Abstract
Maternal smoking during pregnancy has been found to influence newborn DNA methylation in genes involved in fundamental developmental processes. It is pertinent to understand the degree to which the offspring methylome is sensitive to the intensity and duration of prenatal smoking. An investigation of the persistence of offspring methylation associated with maternal smoking and the relative roles of the intrauterine and postnatal environment is also warranted. In the Avon Longitudinal Study of Parents and Children, we investigated associations between prenatal exposure to maternal smoking and offspring DNA methylation at multiple time points in approximately 800 mother–offspring pairs. In cord blood, methylation at 15 CpG sites in seven gene regions (AHRR, MYO1G, GFI1, CYP1A1, CNTNAP2, KLF13 and ATP9A) was associated with maternal smoking, and a dose-dependent response was observed in relation to smoking duration and intensity. Longitudinal analysis of blood DNA methylation in serial samples at birth, age 7 and 17 years demonstrated that some CpG sites showed reversibility of methylation (GFI1, KLF13 and ATP9A), whereas others showed persistently perturbed patterns (AHRR, MYO1G, CYP1A1 and CNTNAP2). Of those showing persistence, we explored the effect of postnatal smoke exposure and found that the major contribution to altered methylation was attributed to a critical window of in utero exposure. A comparison of paternal and maternal smoking and offspring methylation showed consistently stronger maternal associations, providing further evidence for causal intrauterine mechanisms.
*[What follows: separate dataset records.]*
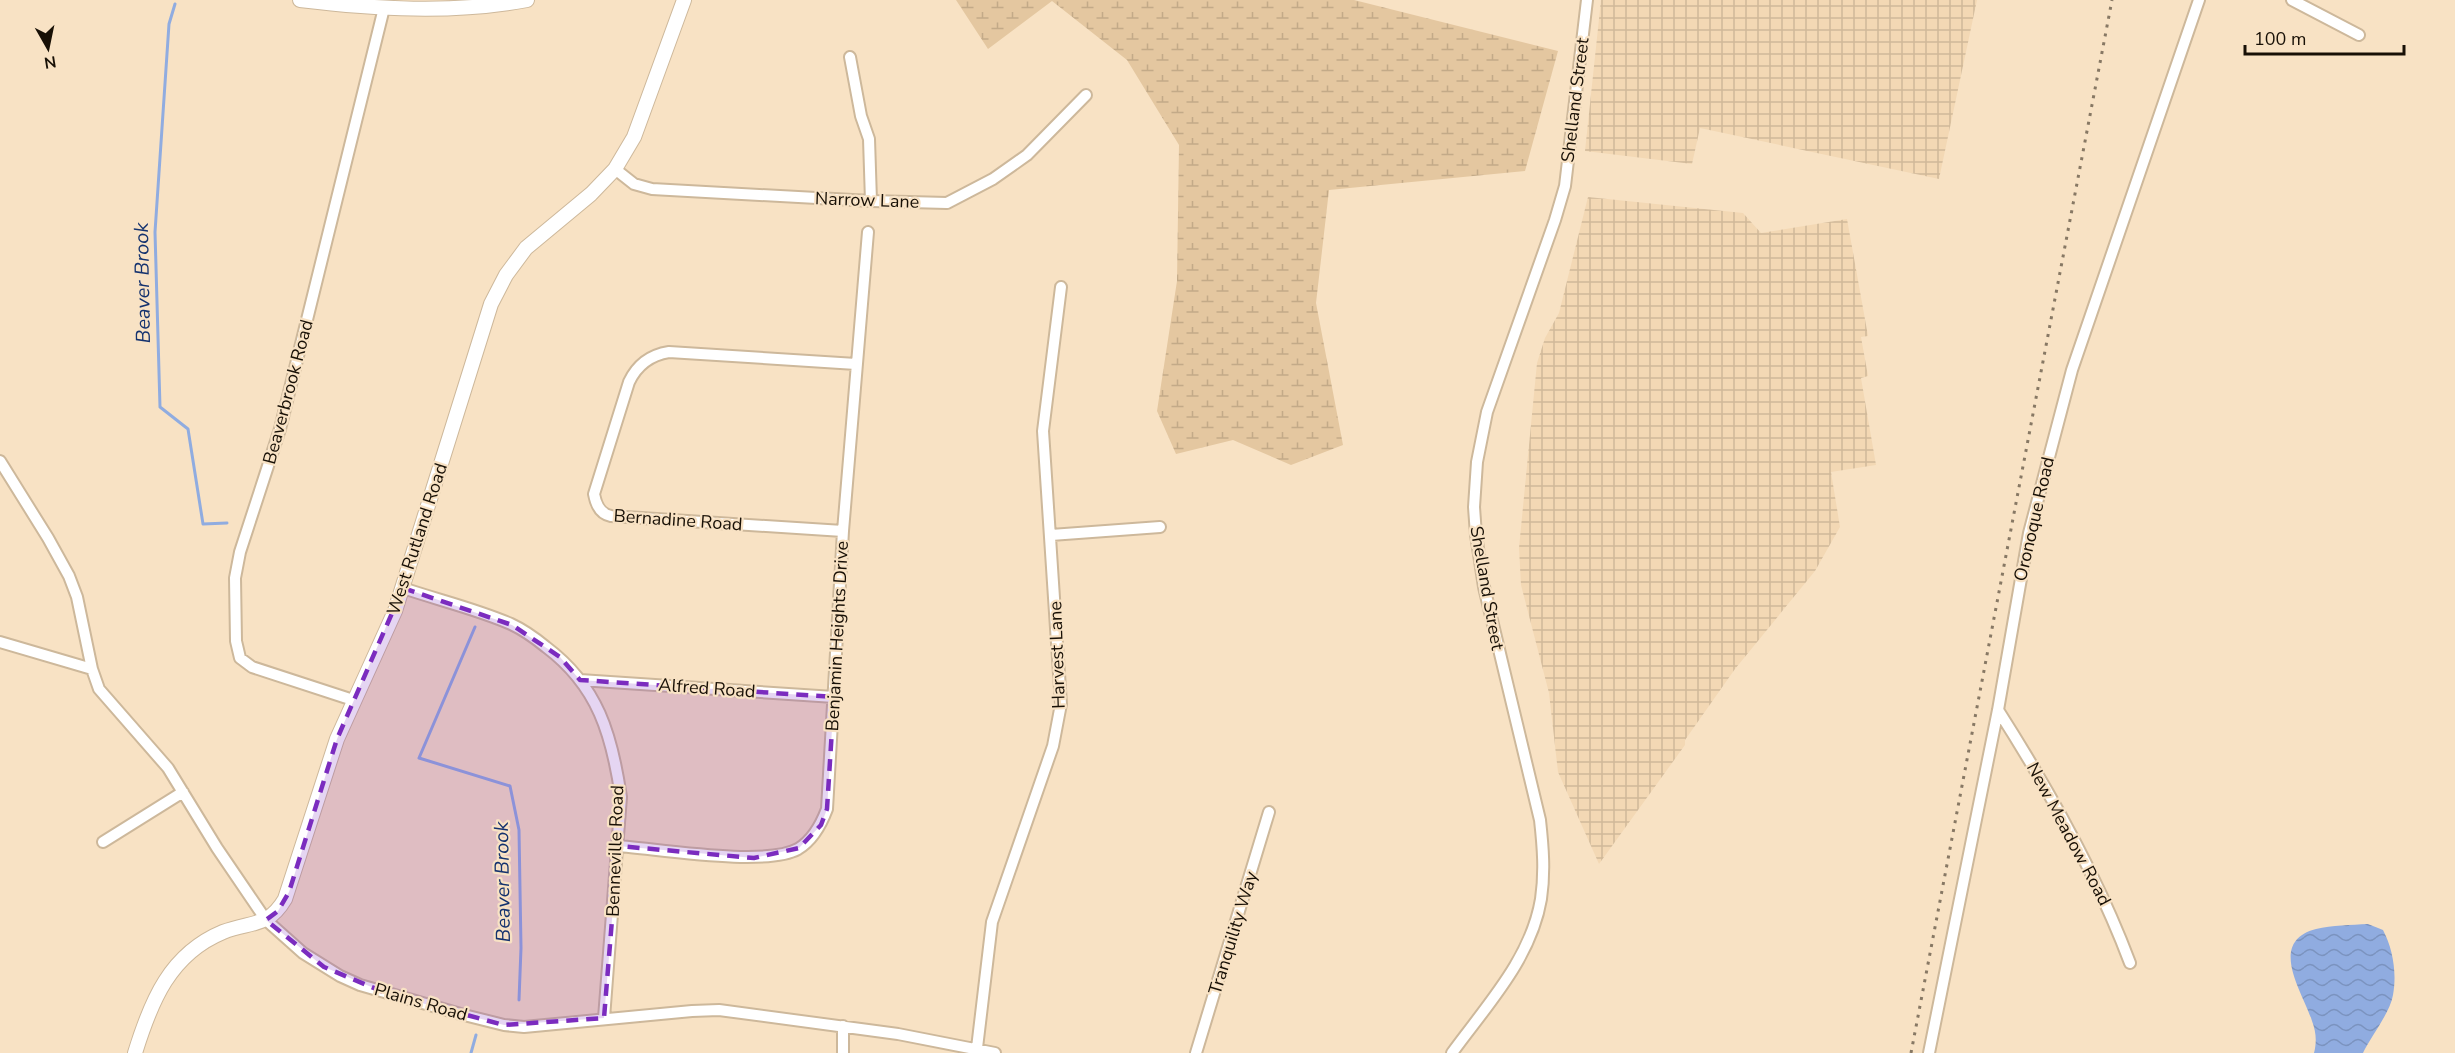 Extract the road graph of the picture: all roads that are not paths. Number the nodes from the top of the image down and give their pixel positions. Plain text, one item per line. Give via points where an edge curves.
1 (300, 0) edge
2 (526, 0) edge
3 (684, 0) edge
4 (1587, 0) edge
5 (2199, 0) edge
6 (2292, 0) edge
7 (384, 8) junction
8 (2359, 35) dead end
9 (850, 57) dead end
10 (1086, 95) dead end
11 (615, 169) junction
12 (871, 201) junction
13 (868, 232) dead end
14 (1061, 287) dead end
15 (855, 364) junction
16 (0, 461) edge
17 (1160, 527) dead end
18 (843, 531) junction
19 (1051, 535) junction
20 (403, 588) junction
21 (0, 642) edge
22 (92, 669) junction
23 (580, 680) junction
24 (834, 697) junction
25 (353, 700) junction
26 (1998, 710) junction
27 (183, 792) junction
28 (1269, 812) dead end
29 (103, 842) dead end
30 (618, 846) junction
31 (266, 920) junction
32 (2130, 963) dead end
33 (604, 1018) junction
34 (843, 1026) junction
35 (977, 1048) junction
36 (135, 1053) edge
37 (843, 1053) edge
38 (995, 1053) edge
39 (1196, 1053) edge
40 (1452, 1053) edge
41 (1929, 1053) edge

1 - 7 main road
2 - 7 main road via 457,8
3 - 11 main road, West Rutland Road via 634,137
4 - 40 street, Shelland Street via 1565,186 1487,412 1475,484 1476,535 1484,587 1540,820 1544,853 1541,900 1523,953
5 - 26 street, Oronoque Road via 2072,370 2028,533
6 - 8 street
7 - 25 street, Beaverbrook Road via 280,429 235,578 240,658 252,667
9 - 12 street via 869,139
10 - 12 street, Narrow Lane via 1027,155 993,179 947,203
11 - 12 street, Narrow Lane via 634,184 652,189
11 - 20 main road, West Rutland Road via 526,248 499,287
13 - 15 street, Benjamin Heights Drive
14 - 19 street, Harvest Lane via 1043,431
15 - 18 street, Benjamin Heights Drive
15 - 18 street, Bernadine Road via 669,352 647,359 630,382 594,494 604,515
16 - 22 street, Plains Road via 69,576
17 - 19 street
18 - 24 street, Benjamin Heights Drive
19 - 35 street, Harvest Lane via 1060,711 1053,746 992,922
20 - 23 street, Benneville Road via 512,625 560,657
20 - 25 main road, West Rutland Road
21 - 22 street
22 - 27 street, Plains Road via 104,695 158,755
23 - 24 street, Alfred Road
23 - 30 street, Benneville Road via 599,710 616,764 621,797
24 - 30 street, Benjamin Heights Drive via 827,809 811,838 799,848 770,858 754,858
25 - 31 main road, West Rutland Road via 289,892 278,911
26 - 32 street, New Meadow Road via 2077,846
26 - 41 street, Oronoque Road
27 - 29 street
27 - 31 street, Plains Road
28 - 39 street, Tranquility Way
30 - 33 street, Benneville Road
31 - 33 street, Plains Road via 324,967 388,994 504,1025 524,1027
31 - 36 main road via 224,932 182,958 159,989
33 - 34 street, Plains Road via 719,1010
34 - 35 street, Plains Road
34 - 37 street
35 - 38 street, Plains Road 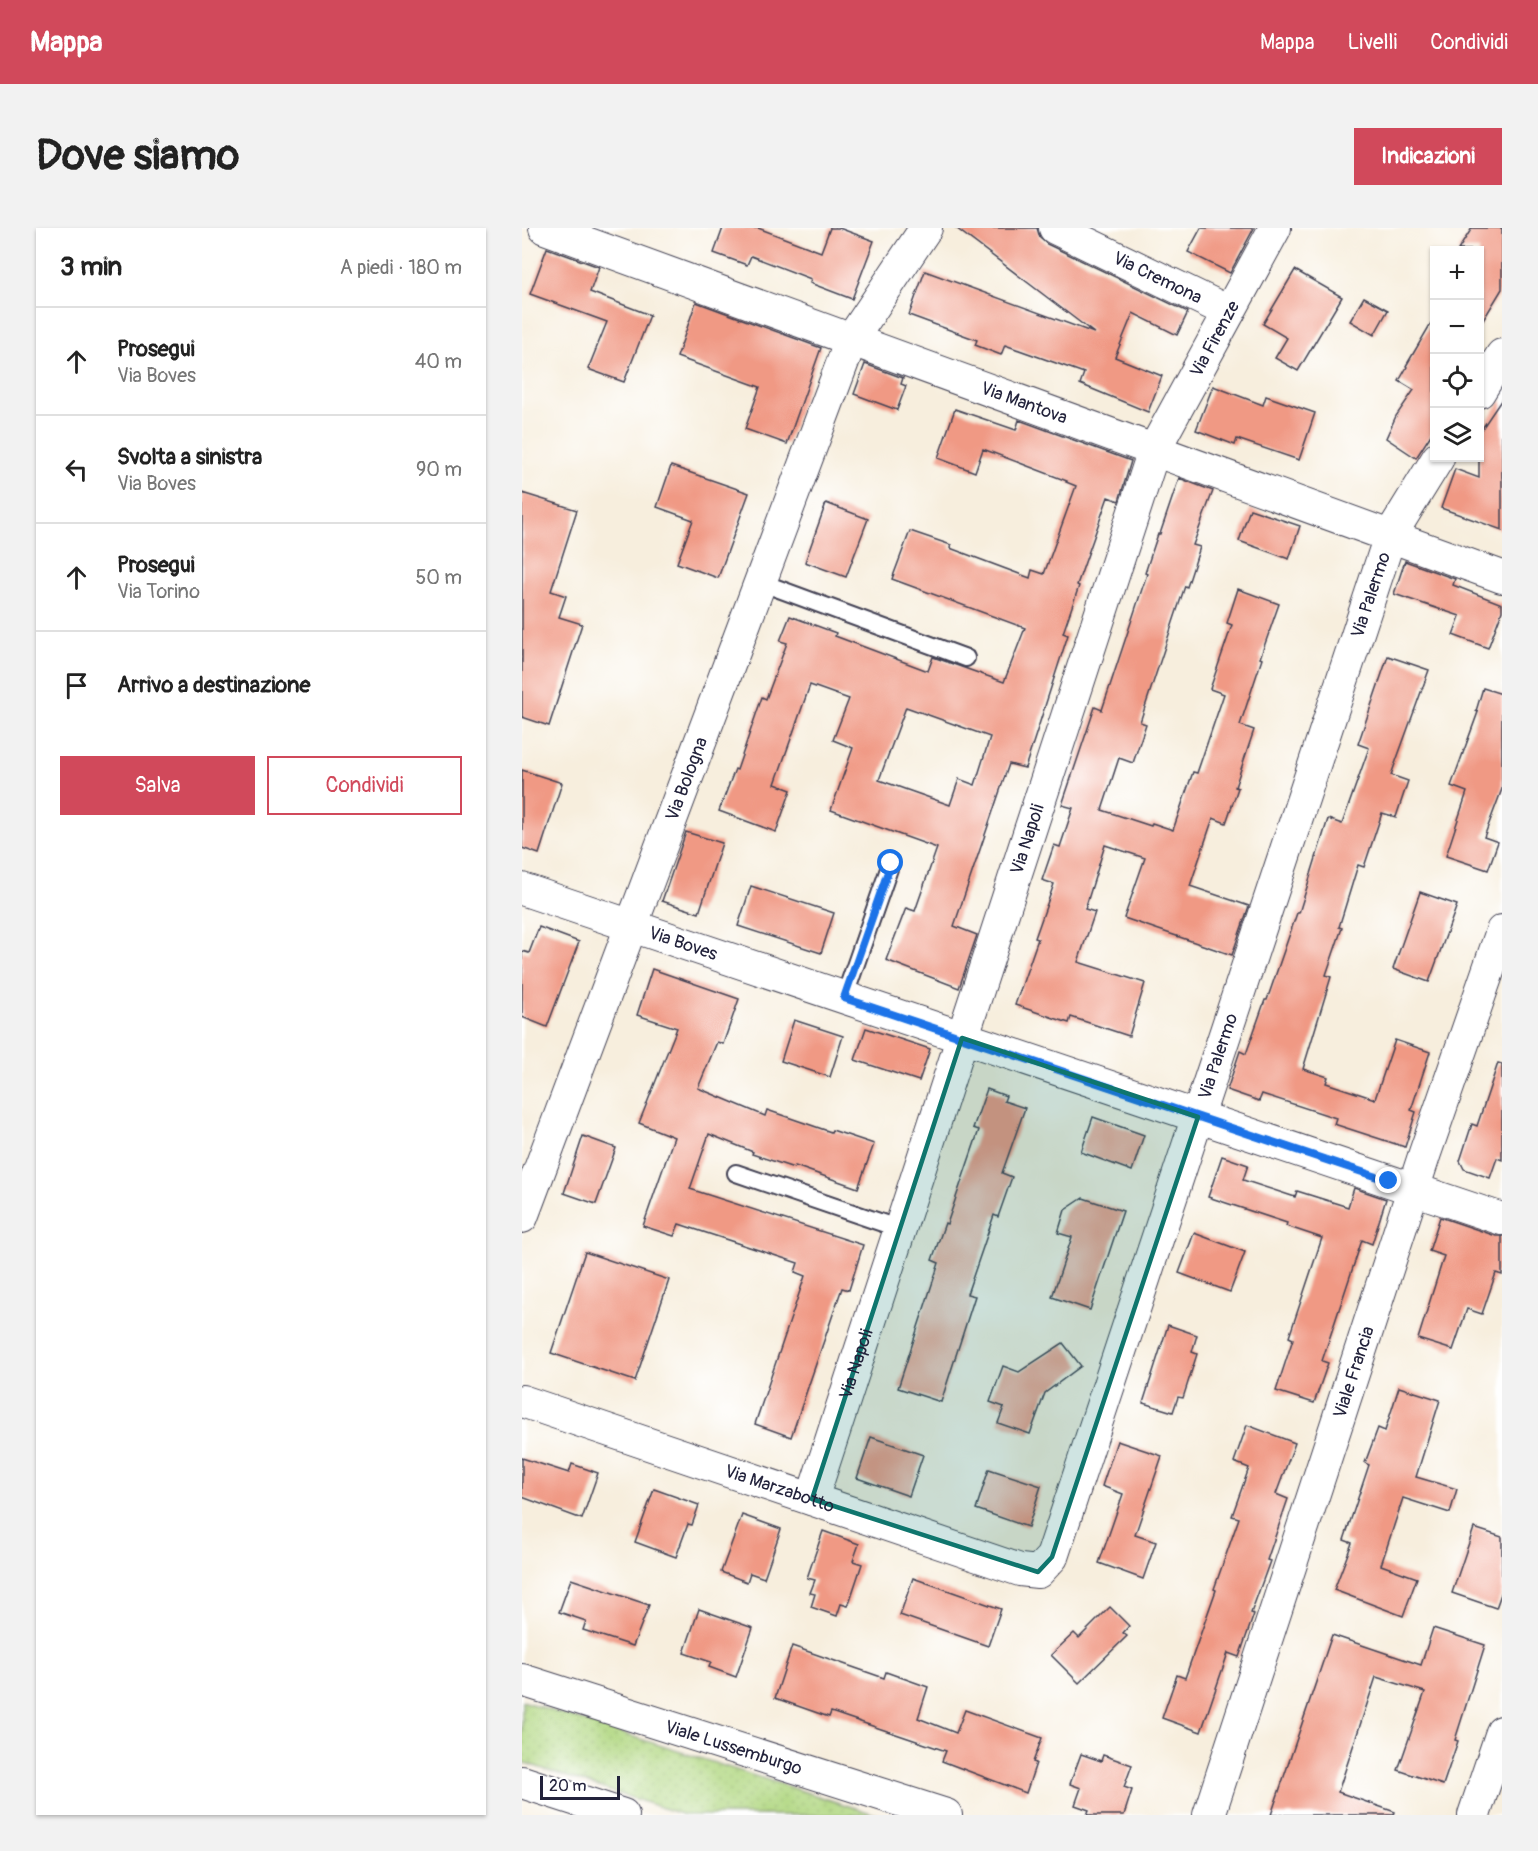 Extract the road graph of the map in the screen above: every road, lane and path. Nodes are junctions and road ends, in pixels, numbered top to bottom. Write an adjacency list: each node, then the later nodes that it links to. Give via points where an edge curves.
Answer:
1 (545, 228): 6 (street, Via Mantova)
2 (926, 228): 6 (street, Via Bologna)
3 (1055, 228): 5 (street, Via Cremona)
4 (1275, 228): 5 (street, Via Firenze)
5 (1229, 312): 9 (street, Via Firenze)
6 (851, 340): 9 (street, Via Mantova); 13 (street, Via Bologna)
7 (1502, 356): 8 (street)
8 (1484, 384)
9 (1154, 450): 11 (street, Via Mantova); 20 (street, Via Napoli)
10 (1436, 462): 11 (street, Via Palermo)
11 (1390, 536): 12 (street, Via Mantova); 21 (street, Via Palermo)
12 (1502, 577)
13 (760, 582): 14 (lane); 17 (street, Via Bologna)
14 (966, 658)
15 (891, 863): 19 (lane)
16 (522, 889): 17 (street, Via Boves)
17 (631, 926): 19 (street, Via Boves); 24 (street, Via Bologna)
18 (1502, 931): 23 (street, Viale Francia)
19 (844, 998): 20 (street, Via Boves)
20 (963, 1038): 21 (street, Via Boves); 26 (street, Via Napoli)
21 (1198, 1117): 23 (street, Via Boves); 29 (street, Via Palermo, via 1052,1557)
22 (736, 1173): 26 (lane)
23 (1414, 1189): 25 (street, Via Boves); 35 (street, Viale Francia)
24 (522, 1217)
25 (1502, 1219)
26 (900, 1229): 28 (street, Via Napoli)
27 (522, 1401): 28 (street, Via Marzabotto)
28 (812, 1499): 29 (street, Via Marzabotto, via 1020,1570)
29 (1038, 1572)
30 (522, 1680): 34 (street, Viale Lussemburgo)
31 (1502, 1732): 36 (street)
32 (522, 1782): 33 (street)
33 (623, 1815)
34 (946, 1815)
35 (1209, 1815)
36 (1474, 1815)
These findings emphasize the sensitivity of the methylome to maternal smoking during early development and the long-term impact of such exposure.
Highlights
Despite the known health risks to both mothers and newborns, maternal smoking during pregnancy remains a significant public health problem in high-income countries and recent reports suggest that ∼12% of mothers in England are still smoking at the time of delivery [1]
We investigated whether any of the CpG sites that reached epigenome-wide significance in our main analysis were identified as being either single nucleotide polymorphism (SNP)-confounded or cross-hybridizing based on a comprehensive assessment reported by Naeem et al [43]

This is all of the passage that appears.